In a decision announced late last week and issued Tuesday, March 16, 2010, the California Public Utilities Commission (CPUC) authorized the use of tradable renewable energy credits (TRECs) for use in the California Renewables Portfolio Standard (RPS) program. The program currently requires CPUC-regulated entities to obtain 20 percent of their retail sales from renewable energy sources as of 2010. As explained below, the CPUC decision allows TRECs to increase the possible sources of RPS supply while imposing restrictions on the amount of out-of-state power which may qualify as RPS-eligible. Thus, the overall consequences on the California RPS market are unclear.

RECs are a certificate of proof that one unit of renewable energy has been generated and provide an audit trail demonstrating that California electricity sellers have procured sufficient megawatt hours (MWh) to satisfy their respective annual RPS procurement obligations. Allowing the use of TRECs is meant to provide more flexibility for CPUC-regulated entities to comply with California RPS mandates.

The CPUC decision limits the three largest California investor-owned utility's (IOU) use of TRECs for RPS compliance to not more than 25 percent of the IOU’s annual RPS MWh purchases. In addition, all IOUs in California may not purchase a TREC at more than an interim price cap of $50. These limitations do not apply to other CPUC-regulated entities, and are slated to automatically sunset at the end of 2011. However, the CPUC retains the option to extend or modify these limitations.

Previously, for RPS compliance CPUC-regulated entities were required to procure exclusively "bundled" RPS contracts, (i.e., a transaction in which the CPUC-regulated entity purchases both the physical energy and RECs). The CPUC decision will allow CPUC-regulated entities to procure RECs separate from its associated energy. On its face, this additional flexibility for CPUC-regulated entities should provide incentives for the development of RPS power by offering additional revenue streams potentially available to RPS project developers both in state and out of state.
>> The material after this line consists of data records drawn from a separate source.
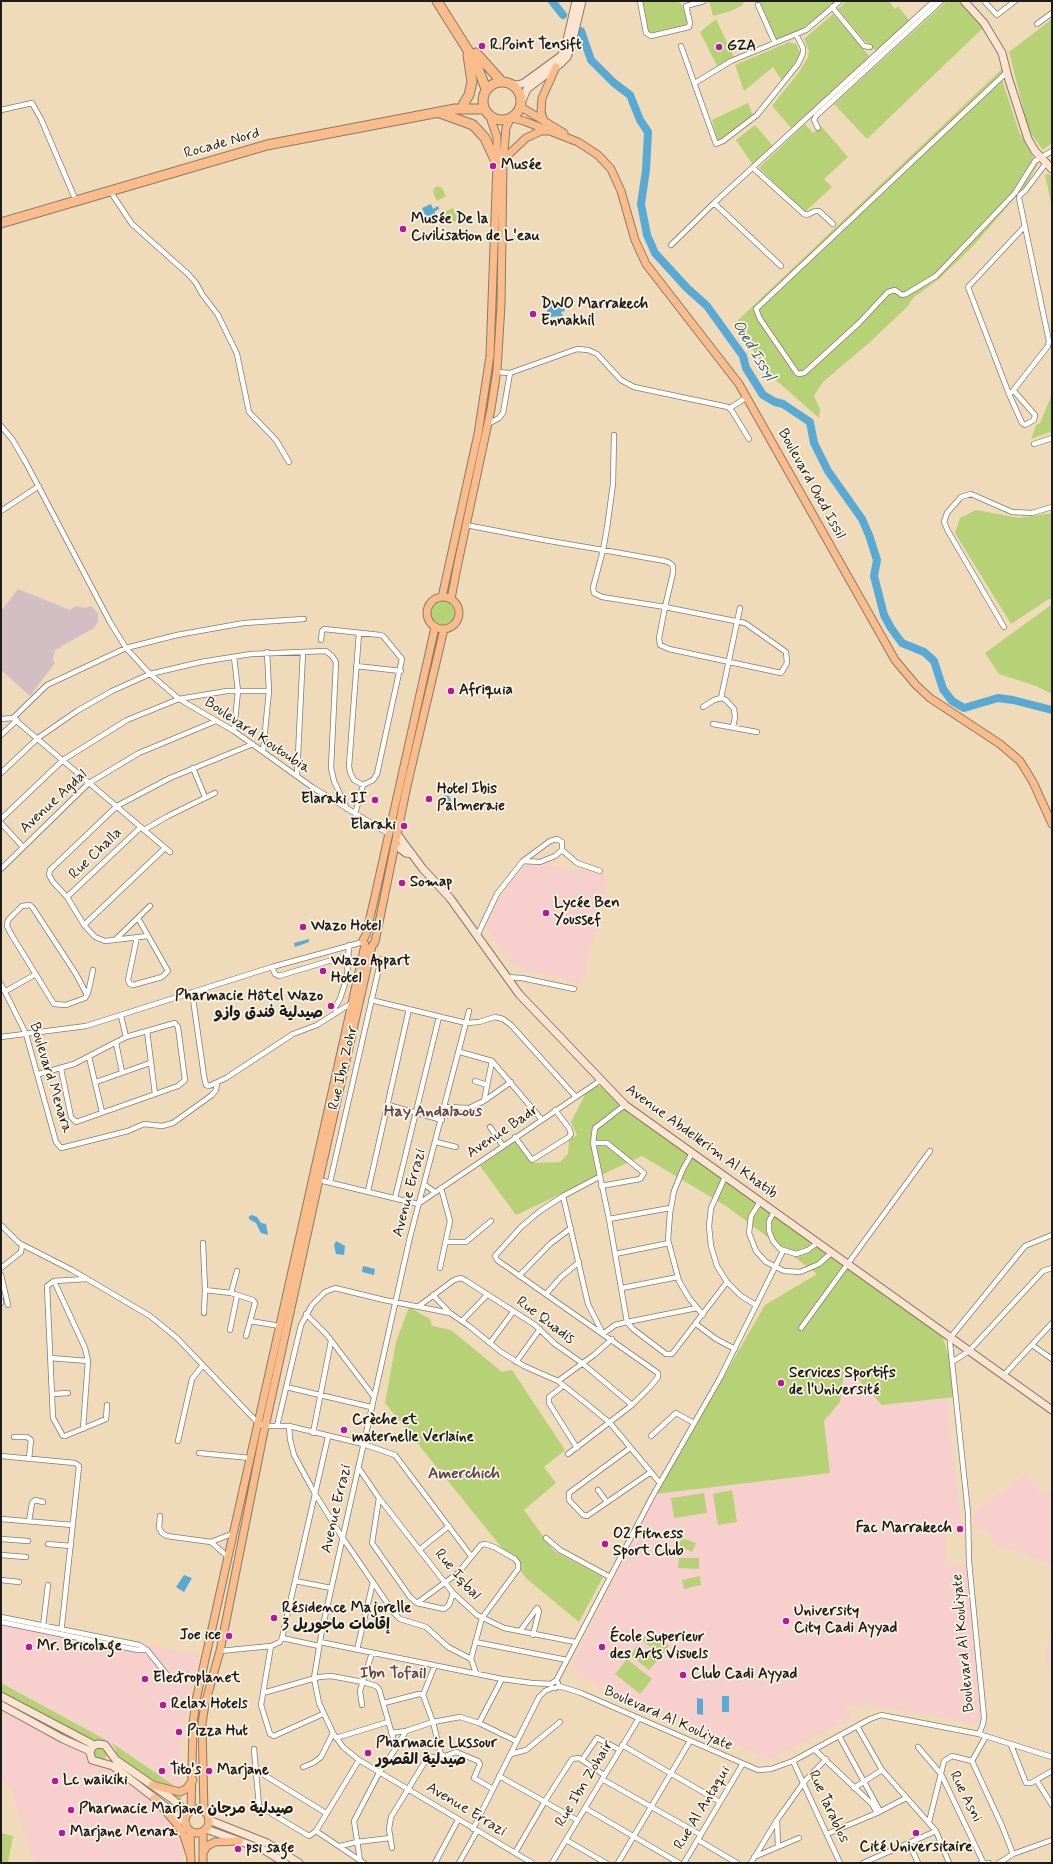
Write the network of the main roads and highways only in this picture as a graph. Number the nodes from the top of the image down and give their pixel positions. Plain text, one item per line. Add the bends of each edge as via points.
1 (437, 1) edge
2 (442, 1) edge
3 (466, 48) junction
4 (556, 67) road end
5 (507, 83) junction
6 (485, 94) junction
7 (521, 105) junction
8 (459, 107) junction
9 (484, 109) junction
10 (438, 113) junction
11 (490, 117) junction
12 (511, 118) junction
13 (544, 121) junction
14 (548, 131) junction
15 (570, 138) junction
16 (500, 164) junction
17 (1, 223) edge
18 (442, 597) junction
19 (452, 599) junction
20 (435, 628) junction
21 (444, 629) junction
22 (1052, 824) edge
23 (366, 942) junction
24 (193, 1780) junction
25 (152, 1786) road end
26 (154, 1798) road end
27 (204, 1811) junction
28 (190, 1812) junction
29 (204, 1830) junction
30 (190, 1831) junction
31 (239, 1841) road end
32 (203, 1853) junction
33 (191, 1860) edge
34 (203, 1863) edge

1 - 3 highway
2 - 5 highway via 480,58
3 - 6 highway via 480,70
3 - 8 highway via 472,82 469,95
4 - 13 main road via 542,98 541,112
5 - 6 highway via 493,84
5 - 7 highway via 518,91
6 - 8 highway
6 - 9 highway
7 - 12 highway
7 - 13 main road, Boulevard Oued Issil
8 - 9 highway
8 - 10 highway, Rocade Nord
9 - 11 highway
10 - 16 highway via 473,125 485,138
10 - 17 highway, Rocade Nord via 267,146
11 - 12 highway via 500,121
11 - 16 main road via 497,137
12 - 14 main road, Boulevard Oued Issil
12 - 16 main road via 506,128
13 - 15 main road, Boulevard Oued Issil
14 - 15 main road, Boulevard Oued Issil
14 - 16 main road via 541,131 526,138
15 - 22 main road, Boulevard Oued Issil via 598,155 611,169 621,191 635,240 646,264 747,397 895,660 930,698 1000,744 1020,761 1033,782
16 - 18 main road via 488,372 478,434
16 - 19 main road via 501,305 497,372
18 - 19 main road
18 - 20 main road via 432,601 426,610 428,620
19 - 21 main road via 459,610 458,619 453,626
20 - 21 main road
20 - 23 main road
21 - 23 main road via 374,938 370,935
23 - 24 main road via 350,1004 196,1700 193,1723
23 - 27 main road via 319,1180 265,1426 220,1650 205,1704 202,1724
24 - 25 main road via 180,1792
24 - 28 main road
26 - 33 main road via 184,1836
27 - 28 main road via 197,1809
27 - 29 main road via 209,1820
28 - 30 main road via 186,1824
29 - 30 main road via 196,1833
29 - 32 main road
30 - 33 main road
31 - 32 main road via 215,1842 207,1846
32 - 34 main road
However, the CPUC decision also effectively reclassifies several categories of transactions involving out-of-state generation. Under the RPS regulations promulgated by the California Energy Commission (CEC), these transactions have been determined to be “bundled” RPS transactions. These reclassified transactions will now be subject to the 25 percent cap on TREC purchases. Effectively, the CPUC decision would classify as a REC-only transaction any transaction with an out-of-state developer that does not have either (i) its first point of interconnection with the California ISO, or (ii) its RPS-eligible energy dynamically transferred into the California ISO.
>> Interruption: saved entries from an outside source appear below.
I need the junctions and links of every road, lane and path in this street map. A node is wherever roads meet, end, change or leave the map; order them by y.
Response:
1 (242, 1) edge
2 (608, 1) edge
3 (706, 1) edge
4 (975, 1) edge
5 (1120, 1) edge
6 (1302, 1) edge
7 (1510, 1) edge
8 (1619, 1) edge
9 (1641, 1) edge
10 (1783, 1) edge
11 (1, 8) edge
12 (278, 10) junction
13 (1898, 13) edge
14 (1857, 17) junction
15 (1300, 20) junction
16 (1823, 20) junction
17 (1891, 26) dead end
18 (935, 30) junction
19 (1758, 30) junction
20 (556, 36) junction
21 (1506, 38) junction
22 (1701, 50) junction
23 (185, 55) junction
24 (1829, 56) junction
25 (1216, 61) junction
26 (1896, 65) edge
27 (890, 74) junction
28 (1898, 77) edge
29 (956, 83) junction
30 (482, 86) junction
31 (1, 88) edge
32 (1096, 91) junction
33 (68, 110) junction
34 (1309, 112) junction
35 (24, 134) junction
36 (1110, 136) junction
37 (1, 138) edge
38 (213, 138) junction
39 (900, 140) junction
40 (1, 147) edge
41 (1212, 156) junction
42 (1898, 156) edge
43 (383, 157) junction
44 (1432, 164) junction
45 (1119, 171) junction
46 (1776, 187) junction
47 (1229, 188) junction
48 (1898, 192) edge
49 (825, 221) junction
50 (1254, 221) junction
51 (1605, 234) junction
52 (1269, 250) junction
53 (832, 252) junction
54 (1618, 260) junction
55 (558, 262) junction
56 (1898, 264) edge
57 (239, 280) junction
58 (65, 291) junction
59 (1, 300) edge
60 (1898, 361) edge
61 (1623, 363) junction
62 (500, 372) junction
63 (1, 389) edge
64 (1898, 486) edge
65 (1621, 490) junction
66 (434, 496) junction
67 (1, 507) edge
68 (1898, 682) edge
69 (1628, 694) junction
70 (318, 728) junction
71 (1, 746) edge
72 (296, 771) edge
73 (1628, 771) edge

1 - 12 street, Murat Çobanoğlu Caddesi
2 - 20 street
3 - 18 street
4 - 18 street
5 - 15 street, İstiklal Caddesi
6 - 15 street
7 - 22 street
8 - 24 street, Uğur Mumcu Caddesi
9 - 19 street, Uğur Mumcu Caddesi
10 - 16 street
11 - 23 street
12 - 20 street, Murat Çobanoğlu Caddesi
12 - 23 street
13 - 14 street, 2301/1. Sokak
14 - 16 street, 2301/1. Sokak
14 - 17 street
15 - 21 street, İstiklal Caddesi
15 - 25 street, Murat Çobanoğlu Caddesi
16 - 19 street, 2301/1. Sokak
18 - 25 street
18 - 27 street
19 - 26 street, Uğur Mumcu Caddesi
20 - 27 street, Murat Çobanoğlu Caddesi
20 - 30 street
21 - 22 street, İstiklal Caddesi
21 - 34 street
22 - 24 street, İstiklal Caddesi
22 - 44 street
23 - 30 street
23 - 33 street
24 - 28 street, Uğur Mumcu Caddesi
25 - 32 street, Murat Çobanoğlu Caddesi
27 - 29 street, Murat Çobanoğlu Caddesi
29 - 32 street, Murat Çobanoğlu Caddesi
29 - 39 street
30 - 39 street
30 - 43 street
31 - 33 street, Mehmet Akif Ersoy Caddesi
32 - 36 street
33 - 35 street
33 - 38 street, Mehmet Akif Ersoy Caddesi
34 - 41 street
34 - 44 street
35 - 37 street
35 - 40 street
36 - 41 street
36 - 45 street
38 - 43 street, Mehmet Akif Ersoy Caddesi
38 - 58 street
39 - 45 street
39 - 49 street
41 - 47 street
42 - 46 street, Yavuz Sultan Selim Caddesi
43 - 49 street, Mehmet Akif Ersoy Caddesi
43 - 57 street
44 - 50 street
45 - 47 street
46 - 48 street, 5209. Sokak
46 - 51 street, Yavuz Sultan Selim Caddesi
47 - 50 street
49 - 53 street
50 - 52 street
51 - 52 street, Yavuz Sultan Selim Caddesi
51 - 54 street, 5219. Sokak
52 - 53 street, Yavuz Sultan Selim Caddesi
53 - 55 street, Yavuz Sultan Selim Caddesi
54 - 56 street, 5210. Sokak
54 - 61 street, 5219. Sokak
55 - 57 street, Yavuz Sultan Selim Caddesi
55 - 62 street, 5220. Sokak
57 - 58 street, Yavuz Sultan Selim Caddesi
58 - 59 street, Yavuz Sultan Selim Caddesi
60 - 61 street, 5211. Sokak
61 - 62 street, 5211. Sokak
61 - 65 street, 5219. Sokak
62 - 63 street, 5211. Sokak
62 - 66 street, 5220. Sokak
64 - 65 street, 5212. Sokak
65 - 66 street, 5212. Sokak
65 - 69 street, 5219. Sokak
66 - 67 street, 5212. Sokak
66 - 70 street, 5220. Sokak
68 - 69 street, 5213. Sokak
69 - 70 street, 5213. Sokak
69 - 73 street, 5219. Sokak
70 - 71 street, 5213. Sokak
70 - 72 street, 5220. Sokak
The implementing RPS legislation vests the CEC with the exclusive jurisdiction to determine the RPS eligibility of out-of-state generation. Many parties accordingly asserted that the legislation and principles of “regulatory certainty” dictate that the CPUC should accept the CEC’s “guidelines” regarding the RPS eligibility of out-of-state power. However, the CPUC maintained that “its long-standing authority over all aspects of utilities’ RPS procurement” as well as its “authority and discretion over the conditions for the use of TRECs for RPS compliance by all [Load Serving Entities]” authorizes the CPUC to also determine whether an agreement involves a “bundled” or a “TREC-only” transaction.
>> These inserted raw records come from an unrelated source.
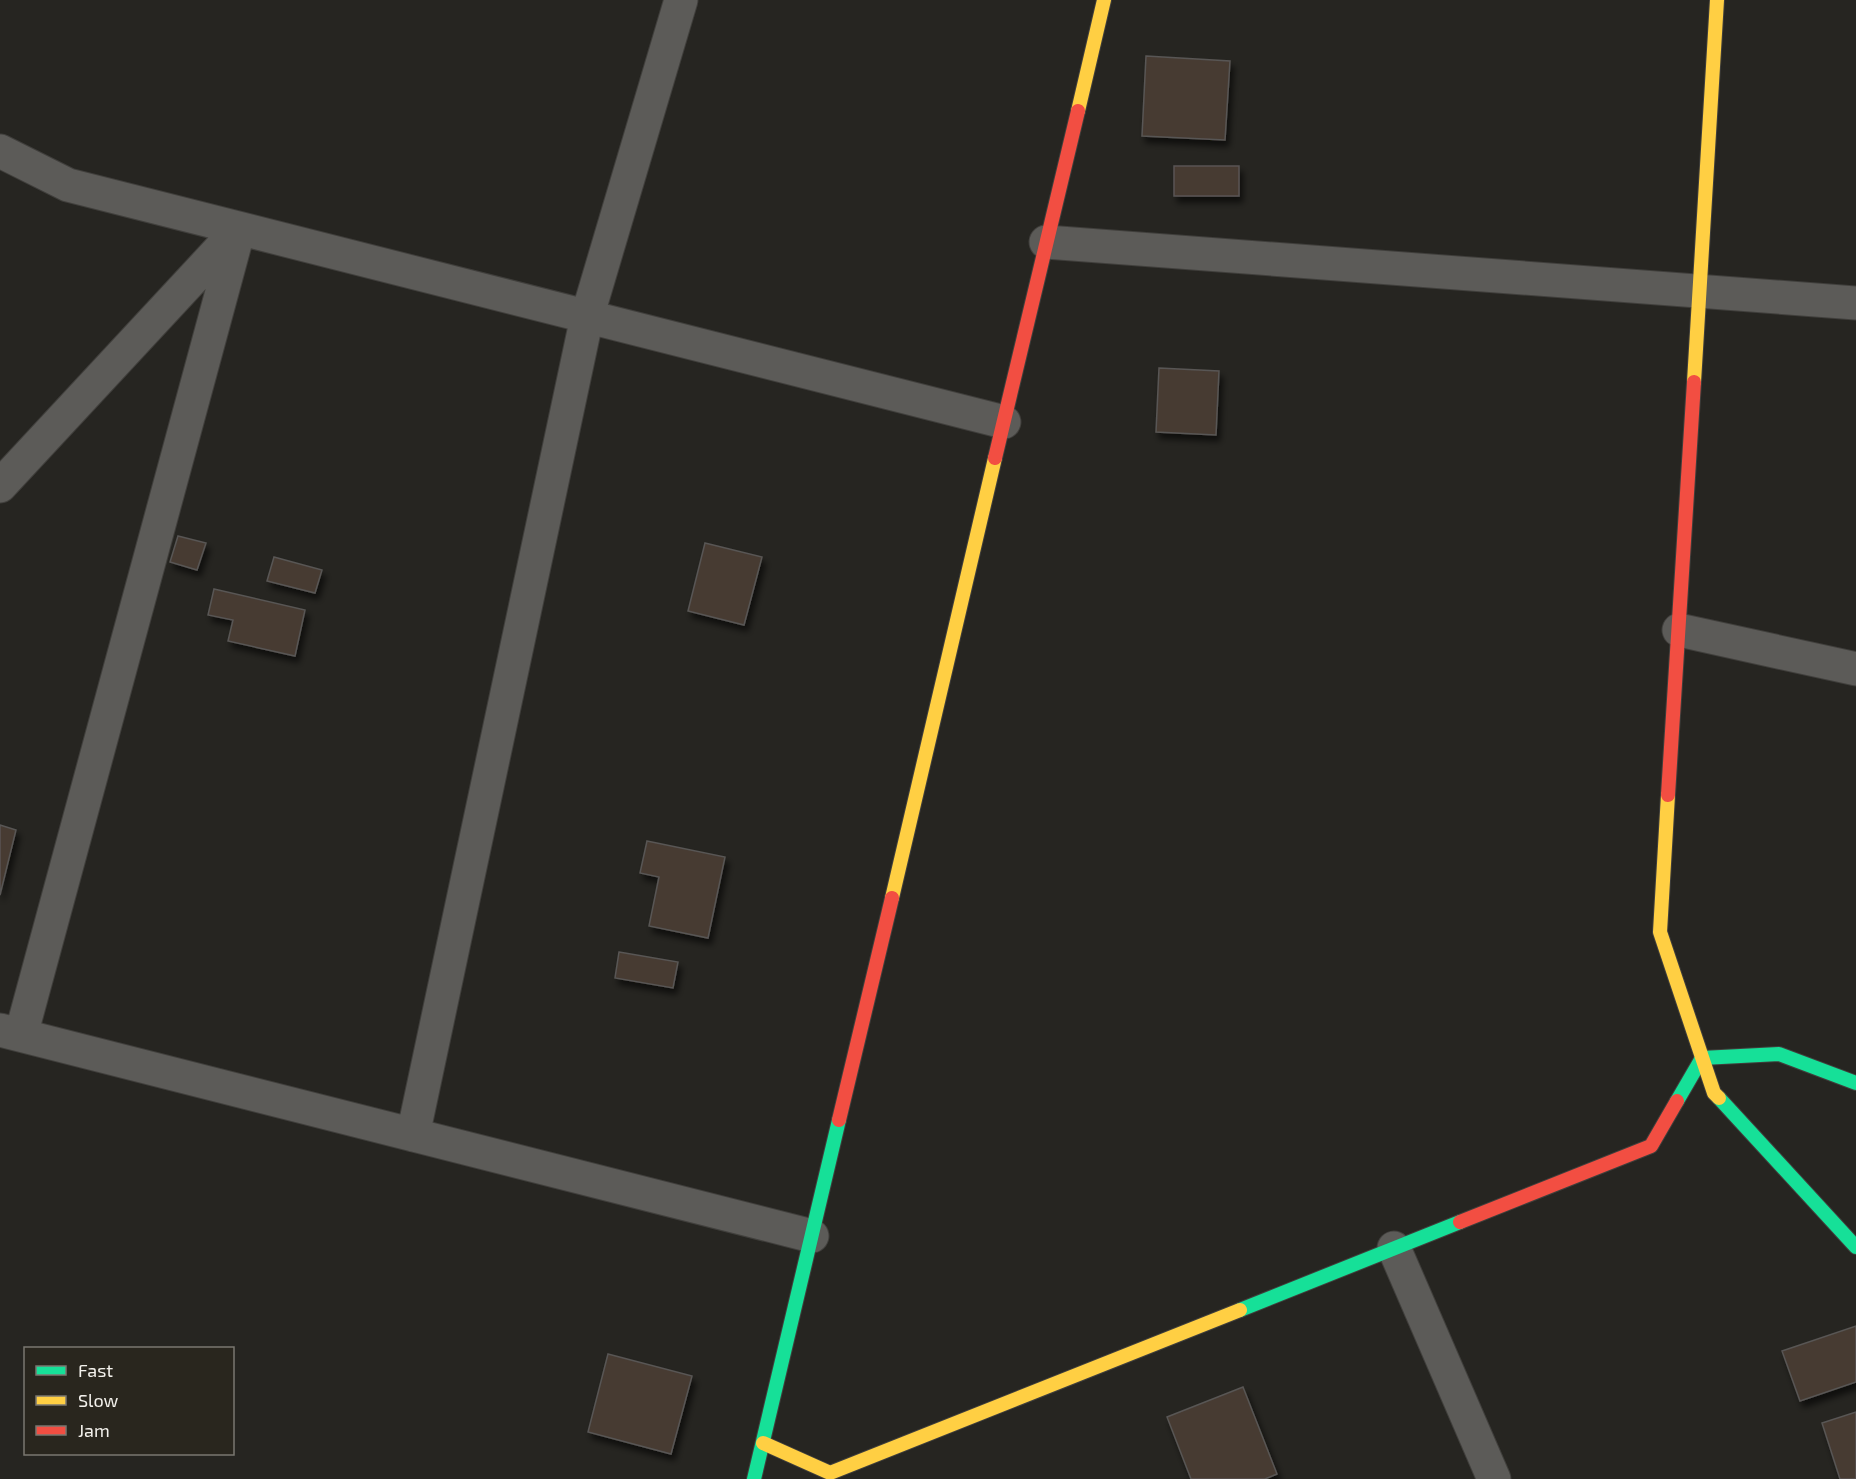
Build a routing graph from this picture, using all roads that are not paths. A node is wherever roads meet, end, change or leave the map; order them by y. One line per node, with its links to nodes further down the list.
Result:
1 (681, 0): 9 (street)
2 (1104, 0): 6 (street)
3 (1717, 0): 7 (street)
4 (0, 151): 5 (street)
5 (239, 229): 9 (street); 11 (street); 14 (street)
6 (1046, 242): 7 (street); 10 (street)
7 (1699, 291): 8 (street); 12 (street)
8 (1856, 303)
9 (587, 317): 10 (street); 17 (street)
10 (1004, 422): 18 (street)
11 (0, 486)
12 (1679, 630): 13 (street); 15 (street)
13 (1856, 669)
14 (11, 1033): 17 (street)
15 (1702, 1058): 16 (street); 19 (street); 20 (street)
16 (1856, 1083)
17 (413, 1135): 18 (street)
18 (812, 1236): 21 (street)
19 (1856, 1247)
20 (1394, 1248): 21 (street); 23 (street)
21 (763, 1443): 22 (street)
22 (754, 1479)
23 (1494, 1479)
Therefore, the status under the CPUC decision of current and contemplated transactions by out-of-state RPS developers that involve firming and shaping, a buy-back of energy, or some other contract structure previously approved by the CEC as “bundled” and thus RPS-eligible, is uncertain. Given that if these projects are ultimately determined to be TREC-only transactions they will be subject to the 25 percent cap, one effect of the CPUC decision may be to preclude at least some out-of-state projects from participation in the California RPS market.

The scope of these possible market consequences of the decision’s restrictions on out-of-state RPS power is unclear. The CPUC decision provides no information regarding how much of any IOU’s 25 percent cap on TRECs may already be subscribed. It also fails to consider how the limitations on RPS eligible supply would impact prices (i.e., normally, governmental restrictions on supply serve to increase prices; yet, California needs out-of-state power to meet its ambitious RPS goals).

The CPUC decision strongly suggests, but defers presently ruling, that contracts with generators outside of California who deliver their RPS power into California through the use of “firm transmission” arrangements should also qualify as “bundled” RPS-eligible power. The CPUC decision directs its staff to conduct workshops to elicit more facts regarding firm transmission arrangements, and ultimately determine a procedure to consider whether an out-of-state RPS generator delivering power into California with firm transmission capacity should also qualify as a “bundled” RPS transaction. Developers may wish to participate in these workshops.